(New York) ExxonMobil est passé dans le rouge au premier trimestre, enregistrant une perte nette de 610 millions de dollars, en raison d’une lourde charge de 2,9 milliards de dollars liée à des dépréciations d’actifs du fait de la chute des cours du pétrole.

Agence France-Presse

« Les prix du brut ont diminué de façon significative lors du trimestre (dernier), conséquence d’une combinaison sans précédent de la surabondance » de pétrole et « de l’impact de la COVID-19 sur la demande mondiale », a expliqué vendredi le géant pétrolier texan.

Le groupe avait dégagé un bénéfice net de 2,35 milliards de dollars au premier trimestre 2019.

ExxonMobil a confirmé la réduction de 30 %, soit 10 milliards de dollars en moins, de son budget dédié aux investissements, notamment à l’exploration de gisements d’hydrocarbures et au forage de puits pétroliers, en réponse à la chute des prix de l’or noir et à une baisse de la demande de brut pour cause de pandémie de coronavirus.

La major ne prévoit plus que 23 milliards de dollars d’investissements cette année, contre une prévision de 33 milliards début mars, avait-il annoncé en avril.

Cette décision affecte la région du bassin permien (Texas) qui abrite les principales réserves américaines dans le sud des États-Unis.

Le géant pétrolier n’a en revanche pas touché à son dividende, poursuivant sa politique de toujours choyer ses actionnaires coûte que coûte.

Après 0,87 dollar par action pour les trois premiers mois de l’année, il va leur distribuer un montant équivalent au compte du deuxième trimestre. Il est à noter qu’ExxonMobil n’a pas augmenté ce dividende un trimestre sur l’autre, ce qui met fin à 13 ans successifs de hausse du dividende un trimestre sur l’autre.

« La COVID-19 a franchement affecté de façon significative la demande (de brut) à court terme, ce qui s’est traduit par des marchés surapprovisionnés et mis une pression sans précédent sur les cours des matières premières et les marges », fait valoir le PDG Darren Woods.

Le premier trimestre était quasiment achevé quand la guerre des prix du pétrole a démarré entre l’Arabie saoudite et la Russie.

Il était à 85 % bouclé lorsque les premières mesures de confinement et de distanciation sociale ont été annoncées aux États-Unis, notamment par la Californie le 19 mars, pour endiguer la propagation de la COVID-19.

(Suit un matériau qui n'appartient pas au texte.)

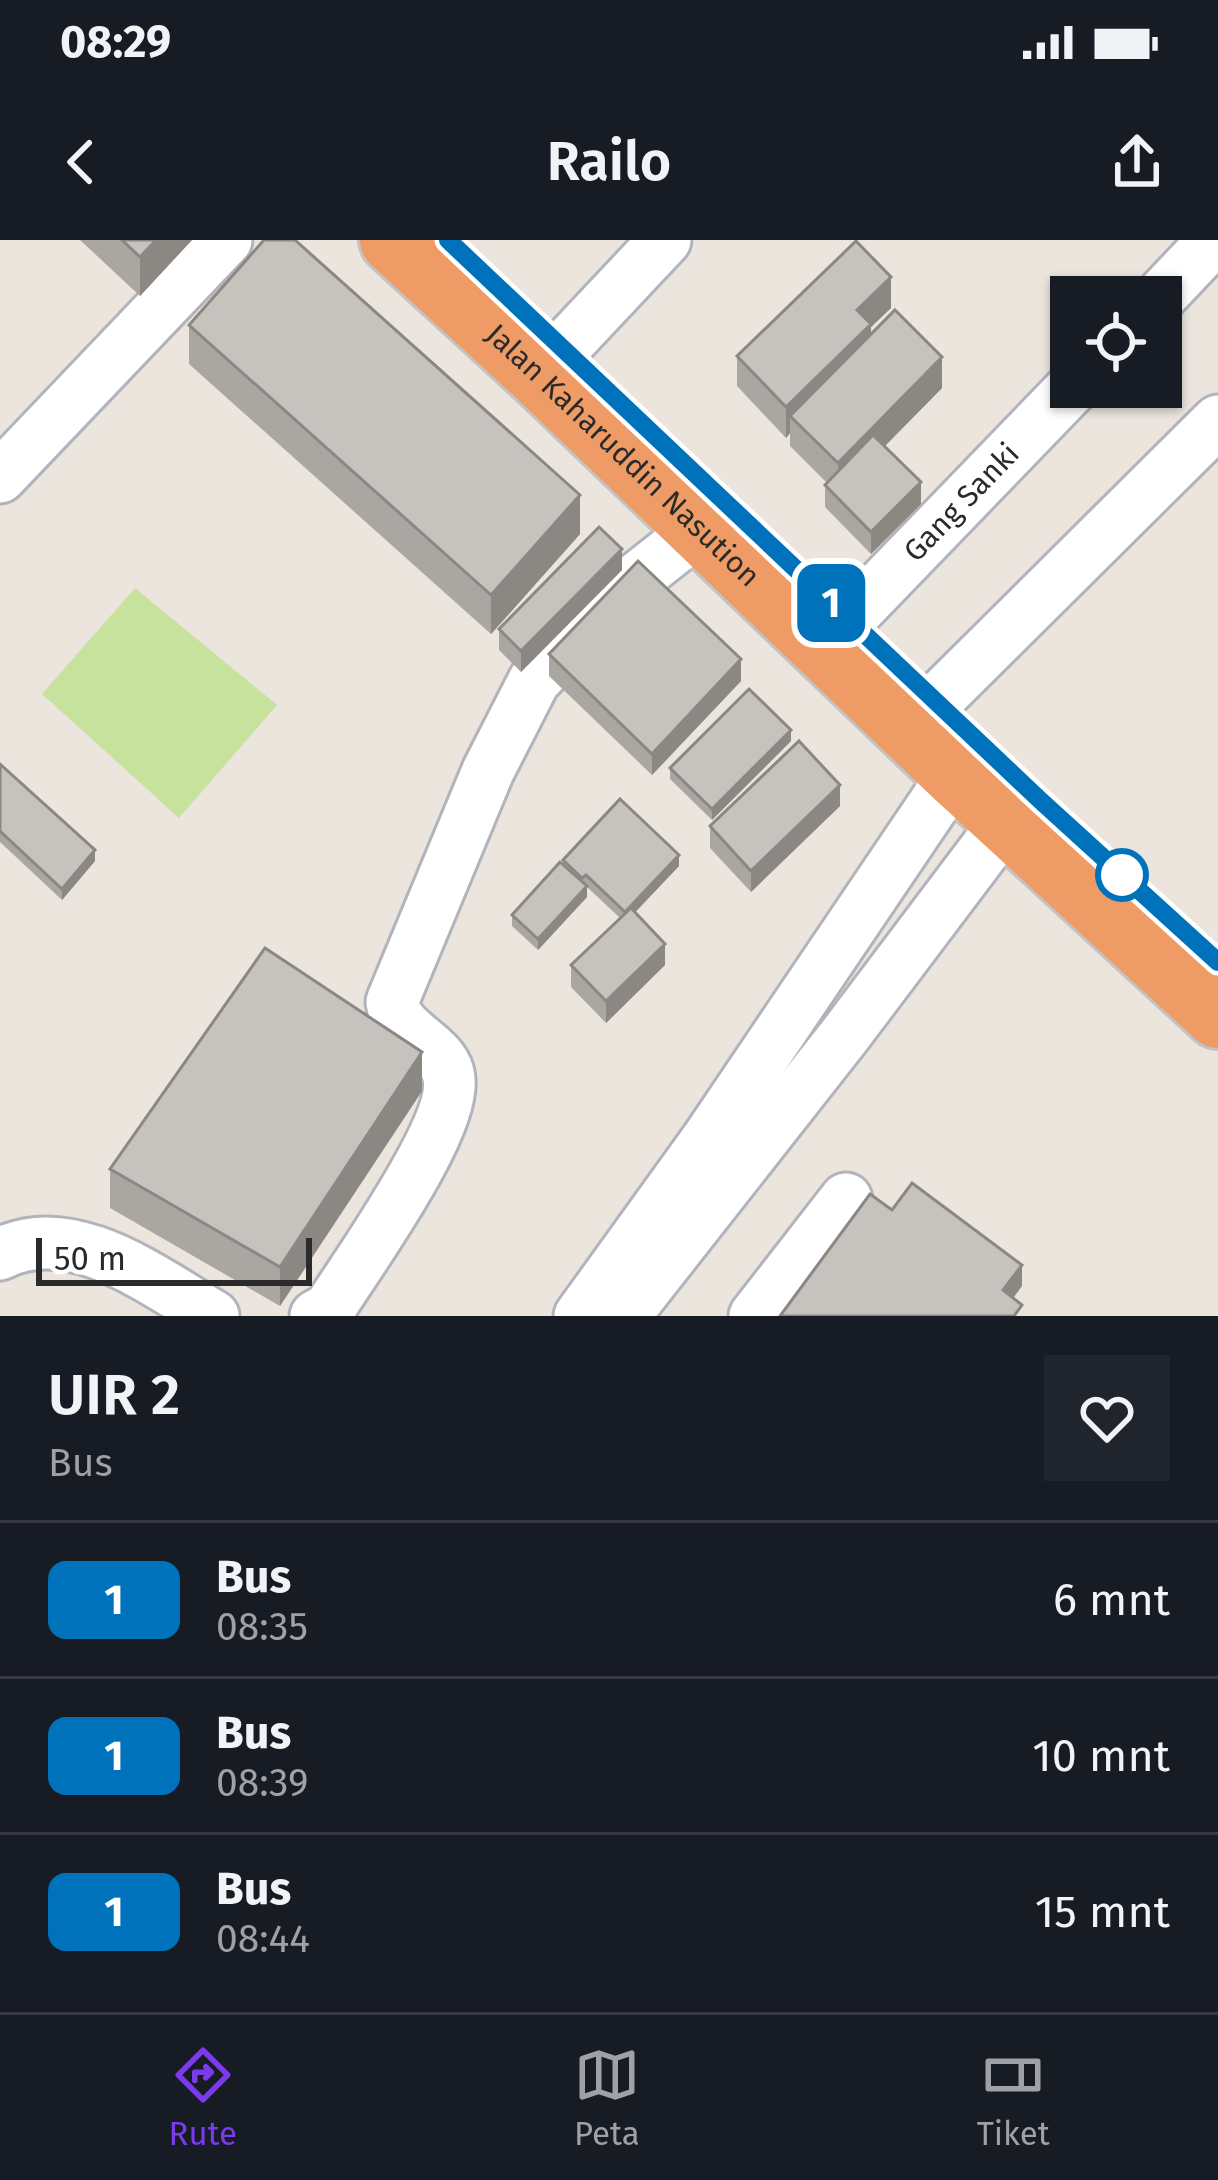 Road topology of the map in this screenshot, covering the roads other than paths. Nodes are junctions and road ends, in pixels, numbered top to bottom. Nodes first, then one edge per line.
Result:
1 (226, 240) edge
2 (392, 240) edge
3 (448, 240) edge
4 (665, 240) edge
5 (1214, 240) edge
6 (1180, 276) edge
7 (550, 361) junction
8 (1053, 408) edge
9 (1218, 421) edge
10 (0, 477) edge
11 (698, 530) junction
12 (849, 619) junction
13 (936, 701) junction
14 (955, 772) junction
15 (1008, 819) junction
16 (1218, 962) edge
17 (1218, 1015) edge
18 (846, 1199) dead end
19 (0, 1254) edge
20 (329, 1314) edge
21 (213, 1316) edge
22 (580, 1316) edge
23 (625, 1316) edge
24 (755, 1316) edge

1 - 10 street
2 - 7 highway, Jalan Kaharuddin Nasution
3 - 7 highway, Jalan Kaharuddin Nasution
4 - 7 street
5 - 6 street
7 - 11 highway, Jalan Kaharuddin Nasution
7 - 12 highway, Jalan Kaharuddin Nasution
8 - 12 street, Gang Sanki
9 - 13 street
11 - 14 highway, Jalan Kaharuddin Nasution
11 - 20 street
12 - 13 highway, Jalan Kaharuddin Nasution
13 - 16 highway, Jalan Kaharuddin Nasution
14 - 15 highway, Jalan Kaharuddin Nasution
14 - 22 street
15 - 17 highway, Jalan Kaharuddin Nasution
15 - 23 street
18 - 24 street
19 - 21 street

Les conséquences de ces évènements inattendus vont en revanche se ressentir pleinement à partir du deuxième trimestre en cours, le mois d’avril ayant vu le cours du baril américain passer à un moment en négatif.

Le marché pétrolier fait face à une demande à l’arrêt compte tenu de la paralysie de nombreuses économies, tandis que les capacités de stockage atteignent leur limite.

Le chiffre d’affaires trimestriel a diminué de 11,7 % à 56,1 milliards de dollars.